[ PROMPT_NODE_22645 ]
Mechanistic Interpretability Transformer Lens – README
[ SKILL_DOCUMENTATION ]
# TransformerLens Reference Documentation
This directory contains comprehensive reference materials for TransformerLens.
## Contents
- [api.md](api.md) - Complete API reference for HookedTransformer, ActivationCache, and HookPoints
- [tutorials.md](tutorials.md) - Step-by-step tutorials for common interpretability workflows
- [papers.md](papers.md) - Key research papers and foundational concepts
## Quick Links
- **Official Documentation**: https://transformerlensorg.github.io/TransformerLens/
- **GitHub Repository**: https://github.com/TransformerLensOrg/TransformerLens
- **Model Properties Table**: https://transformerlensorg.github.io/TransformerLens/generated/model_properties_table.html
## Installation
```bash
pip install transformer-lens
```
## Basic Usage
```python
from transformer_lens import HookedTransformer
# Load model
model = HookedTransformer.from_pretrained("gpt2-small")
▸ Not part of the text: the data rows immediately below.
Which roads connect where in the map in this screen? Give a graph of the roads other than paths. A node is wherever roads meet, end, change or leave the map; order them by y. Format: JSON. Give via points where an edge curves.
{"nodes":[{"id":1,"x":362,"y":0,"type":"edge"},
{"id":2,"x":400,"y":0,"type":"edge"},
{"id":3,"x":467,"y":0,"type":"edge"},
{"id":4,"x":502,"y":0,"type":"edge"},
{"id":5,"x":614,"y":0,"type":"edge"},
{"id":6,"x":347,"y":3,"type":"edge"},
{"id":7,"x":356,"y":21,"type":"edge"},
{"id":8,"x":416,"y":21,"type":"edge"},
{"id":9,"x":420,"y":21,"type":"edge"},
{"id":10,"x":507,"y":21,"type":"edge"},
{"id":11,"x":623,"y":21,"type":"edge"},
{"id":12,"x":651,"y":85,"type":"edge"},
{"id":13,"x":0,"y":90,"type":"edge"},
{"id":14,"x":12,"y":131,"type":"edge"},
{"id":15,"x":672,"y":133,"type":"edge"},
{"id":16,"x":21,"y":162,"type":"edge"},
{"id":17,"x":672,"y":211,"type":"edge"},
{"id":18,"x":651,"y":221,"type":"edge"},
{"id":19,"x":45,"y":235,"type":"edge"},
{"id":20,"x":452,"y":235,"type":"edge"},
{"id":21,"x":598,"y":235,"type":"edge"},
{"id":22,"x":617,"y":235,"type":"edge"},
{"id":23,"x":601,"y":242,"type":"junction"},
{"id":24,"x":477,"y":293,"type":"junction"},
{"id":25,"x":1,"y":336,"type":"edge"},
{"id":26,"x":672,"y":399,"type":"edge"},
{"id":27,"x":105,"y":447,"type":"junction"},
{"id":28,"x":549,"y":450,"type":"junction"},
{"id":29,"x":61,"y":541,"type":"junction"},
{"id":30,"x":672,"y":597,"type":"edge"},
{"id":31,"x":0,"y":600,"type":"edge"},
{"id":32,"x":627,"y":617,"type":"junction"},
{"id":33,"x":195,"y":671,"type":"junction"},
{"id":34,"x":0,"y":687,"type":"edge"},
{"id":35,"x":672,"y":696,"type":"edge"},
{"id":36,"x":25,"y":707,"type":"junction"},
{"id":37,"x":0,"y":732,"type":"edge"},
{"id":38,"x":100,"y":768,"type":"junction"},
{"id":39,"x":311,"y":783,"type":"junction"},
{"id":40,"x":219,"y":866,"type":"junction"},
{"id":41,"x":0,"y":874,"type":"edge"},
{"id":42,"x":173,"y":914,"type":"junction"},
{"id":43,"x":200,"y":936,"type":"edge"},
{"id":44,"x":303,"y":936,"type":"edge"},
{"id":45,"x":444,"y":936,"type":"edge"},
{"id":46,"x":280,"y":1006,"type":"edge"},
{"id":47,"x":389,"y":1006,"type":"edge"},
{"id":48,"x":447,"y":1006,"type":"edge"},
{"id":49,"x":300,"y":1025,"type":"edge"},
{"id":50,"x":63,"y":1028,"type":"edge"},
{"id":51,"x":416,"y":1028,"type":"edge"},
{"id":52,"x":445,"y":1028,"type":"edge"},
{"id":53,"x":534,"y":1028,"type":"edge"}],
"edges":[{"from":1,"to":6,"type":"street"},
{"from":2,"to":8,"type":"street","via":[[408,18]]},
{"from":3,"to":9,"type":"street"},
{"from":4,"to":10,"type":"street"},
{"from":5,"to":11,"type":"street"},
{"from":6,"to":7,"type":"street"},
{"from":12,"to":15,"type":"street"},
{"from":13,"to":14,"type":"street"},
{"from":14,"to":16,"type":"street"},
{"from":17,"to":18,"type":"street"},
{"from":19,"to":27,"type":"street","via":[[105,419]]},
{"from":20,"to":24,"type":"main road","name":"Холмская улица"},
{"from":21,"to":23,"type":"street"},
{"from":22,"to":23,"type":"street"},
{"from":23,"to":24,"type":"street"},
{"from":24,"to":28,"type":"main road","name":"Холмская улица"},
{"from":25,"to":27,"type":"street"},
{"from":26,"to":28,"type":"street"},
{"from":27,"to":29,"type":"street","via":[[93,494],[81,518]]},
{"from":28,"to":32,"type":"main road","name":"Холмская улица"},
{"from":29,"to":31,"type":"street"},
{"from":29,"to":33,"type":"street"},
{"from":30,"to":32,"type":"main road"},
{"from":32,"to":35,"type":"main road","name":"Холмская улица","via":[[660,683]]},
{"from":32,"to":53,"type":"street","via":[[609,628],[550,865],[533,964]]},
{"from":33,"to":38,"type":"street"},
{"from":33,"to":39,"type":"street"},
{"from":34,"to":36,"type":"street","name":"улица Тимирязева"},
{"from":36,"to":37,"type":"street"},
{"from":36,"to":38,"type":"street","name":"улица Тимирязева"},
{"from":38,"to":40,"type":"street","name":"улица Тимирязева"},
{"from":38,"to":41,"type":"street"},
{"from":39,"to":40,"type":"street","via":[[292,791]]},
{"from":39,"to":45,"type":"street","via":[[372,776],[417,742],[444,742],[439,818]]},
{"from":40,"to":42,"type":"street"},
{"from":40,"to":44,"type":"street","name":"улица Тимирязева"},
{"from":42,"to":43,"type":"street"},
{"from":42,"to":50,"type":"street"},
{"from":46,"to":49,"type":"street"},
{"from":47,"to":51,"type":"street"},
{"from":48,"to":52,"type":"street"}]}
# Run with activation caching
tokens = model.to_tokens("Hello world")
logits, cache = model.run_with_cache(tokens)
# Access activations
residual = cache["resid_post", 5] # Layer 5 residual stream
attention = cache["pattern", 3] # Layer 3 attention patterns
```
## Key Concepts
### HookPoints
Every activation in the transformer has a HookPoint wrapper, enabling:
- Reading activations via `run_with_cache()`
- Modifying activations via `run_with_hooks()`
### Activation Cache
The `ActivationCache` stores all intermediate activations with helper methods for:
- Residual stream decomposition
- Logit attribution
- Layer-wise analysis
### Supported Models (50+)
GPT-2, LLaMA, Mistral, Pythia, GPT-Neo, OPT, Gemma, Phi, and more.